Unfortunately every generation seems to have a question about where they were when one event changed the way we all view the world. For my parent's generation it was where were you when Kennedy was shot? For my generation it's where were you on 9/11?
Frank Reagan and his partner John McKenna were in the North Tower saving lives when the South Tower fell because it was "The Job" I couldn't even imagine the terror that was felt in that moment or the incredible courage of the first responders who continued get people out.
But Frank was haunted by the events of that day but also by the aftermath. By his partner who fell ill. They never specified exactly what John died from except to say that it was complications brought on by breathing the air at ground zero. Which left Frank asking, why him and not me?
Unfortunately, it's the unanswerable question and even though Frank realized that, it still kept him up at night. His insomnia so bad he sought help from a therapist. Somehow I think this strong man even saw that as a weakness. He wouldn't even allow himself the luxury of a sleep medication as he told the therapist that Reagan's don't take drugs. Those are some pretty high standards.
Blue Bloods was the first TV drama allowed to film at the 9/11 memorial. I was at ground zero days after 9/11. I haven't yet been to the memorial but the quiet enormity of what was shown has me wanting to visit.
The parallel story of the episode was Danny's. When a gunman approached the man Danny had hit with his car, Danny opened fire and seemed convinced he was in the right.
I'm not a cop and don't know proper procedure but it seemed reckless for Danny to shoot at a man who he knew would likely shoot back when Danny's wife and kids were directly behind him.
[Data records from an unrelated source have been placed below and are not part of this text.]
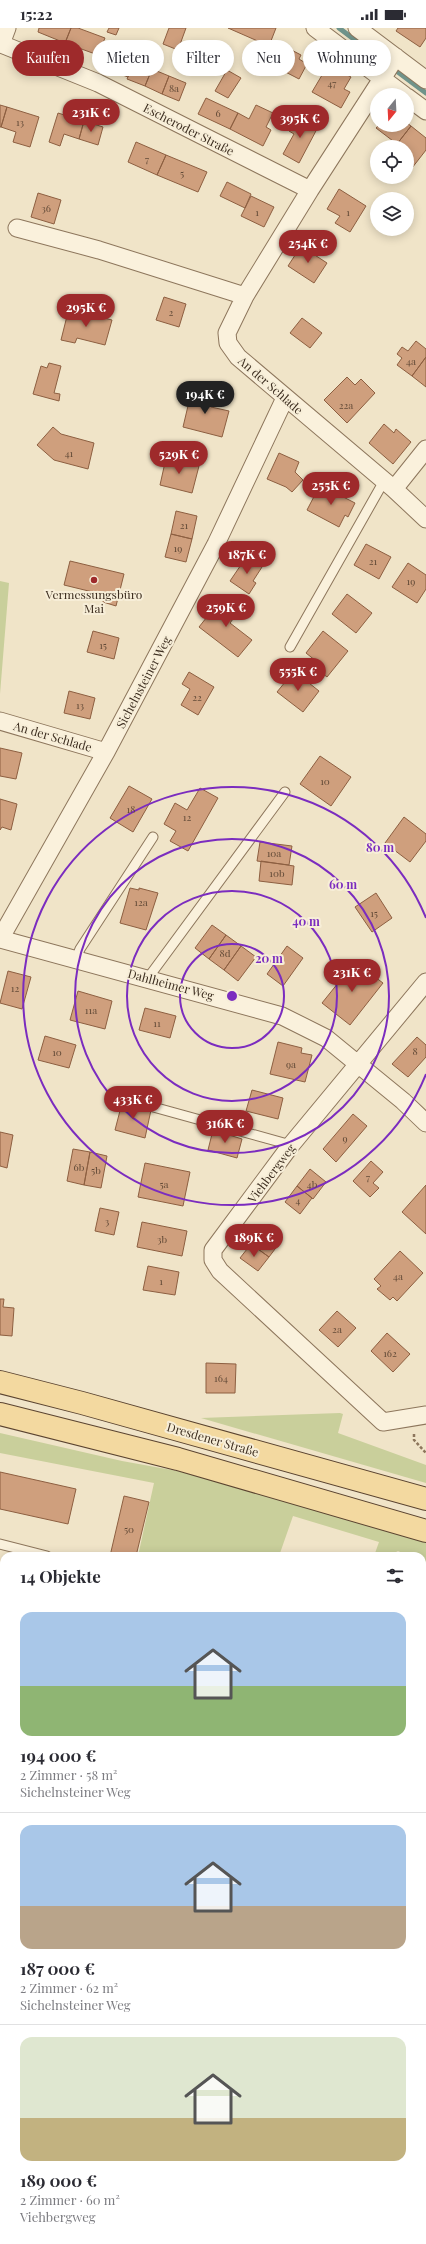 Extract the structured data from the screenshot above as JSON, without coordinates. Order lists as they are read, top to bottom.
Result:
{
  "streets": {
    "main road": ["Dresdener Straße"],
    "street": [
      "Escheroder Straße",
      "An der Schlade",
      "Sichelnsteiner Weg",
      "Dahlheimer Weg",
      "Viehbergweg"
    ]
  },
  "crossings": [
    ["An der Schlade", "Sichelnsteiner Weg"],
    ["Sichelnsteiner Weg", "Dahlheimer Weg"],
    ["Dahlheimer Weg", "Viehbergweg"]
  ],
  "places": ["Vermessungsbüro Mai"],
  "house_numbers": [
    "47",
    "8a",
    "6",
    "13",
    "7",
    "5",
    "36",
    "1",
    "1",
    "2",
    "4a",
    "22a",
    "41",
    "21",
    "19",
    "21",
    "19",
    "15",
    "22",
    "13",
    "10",
    "18",
    "12",
    "10a",
    "10b",
    "12a",
    "15",
    "8d",
    "12",
    "11a",
    "11",
    "8",
    "10",
    "9a",
    "9",
    "6b",
    "5b",
    "7",
    "5a",
    "4b",
    "4",
    "3",
    "3b",
    "4a",
    "1",
    "2a",
    "162",
    "164",
    "50"
  ],
  "north": "bottom",
  "page": {
    "status": "15:22",
    "chip": [
      "Kaufen",
      "Mieten",
      "Filter",
      "Neu",
      "Wohnung"
    ],
    "price": [
      "231K €",
      "395K €",
      "254K €",
      "295K €",
      "194K €",
      "529K €",
      "255K €",
      "187K €",
      "259K €",
      "555K €",
      "231K €",
      "433K €",
      "316K €",
      "189K €"
    ],
    "heading": "14 Objekte",
    "list": [
      {
        "name": "194 000 €",
        "note": "2 Zimmer · 58 m² · Sichelnsteiner Weg"
      },
      {
        "name": "187 000 €",
        "note": "2 Zimmer · 62 m² · Sichelnsteiner Weg"
      },
      {
        "name": "189 000 €",
        "note": "2 Zimmer · 60 m² · Viehbergweg"
      }
    ]
  },
  "rings": [
    "80 m",
    "60 m",
    "40 m",
    "20 m"
  ]
}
I understood Linda's terror and fury.
On the flip side I agreed with Danny when it came to showing Jack his gun. Jack needed a way to process what had happened to them. Knowing that his father uses a gun at work and seeing it are two very different things.
Danny wasn't playing, he was teaching and although that gun should always be locked away a curious child can be a dangerous thing. Far better for Danny to teach his son what he needs to know than have him go searching for answers on his own.
The scene I had the most trouble with was when Danny presented Linda with his badge and told her he'd quit if that's what she wanted.
In that moment, maybe Danny really meant that but being a cop isn't Danny's job, it's his identity. If Linda ever asked him to quit I don't know that their marriage would survive.
In the end the entire family banded together for John's funeral. Frank's speech was moving. He reiterated the importance of the living honoring those who didn't survive, no matter when they died. Some people and events have ripple effects that for better or worse, just won't end.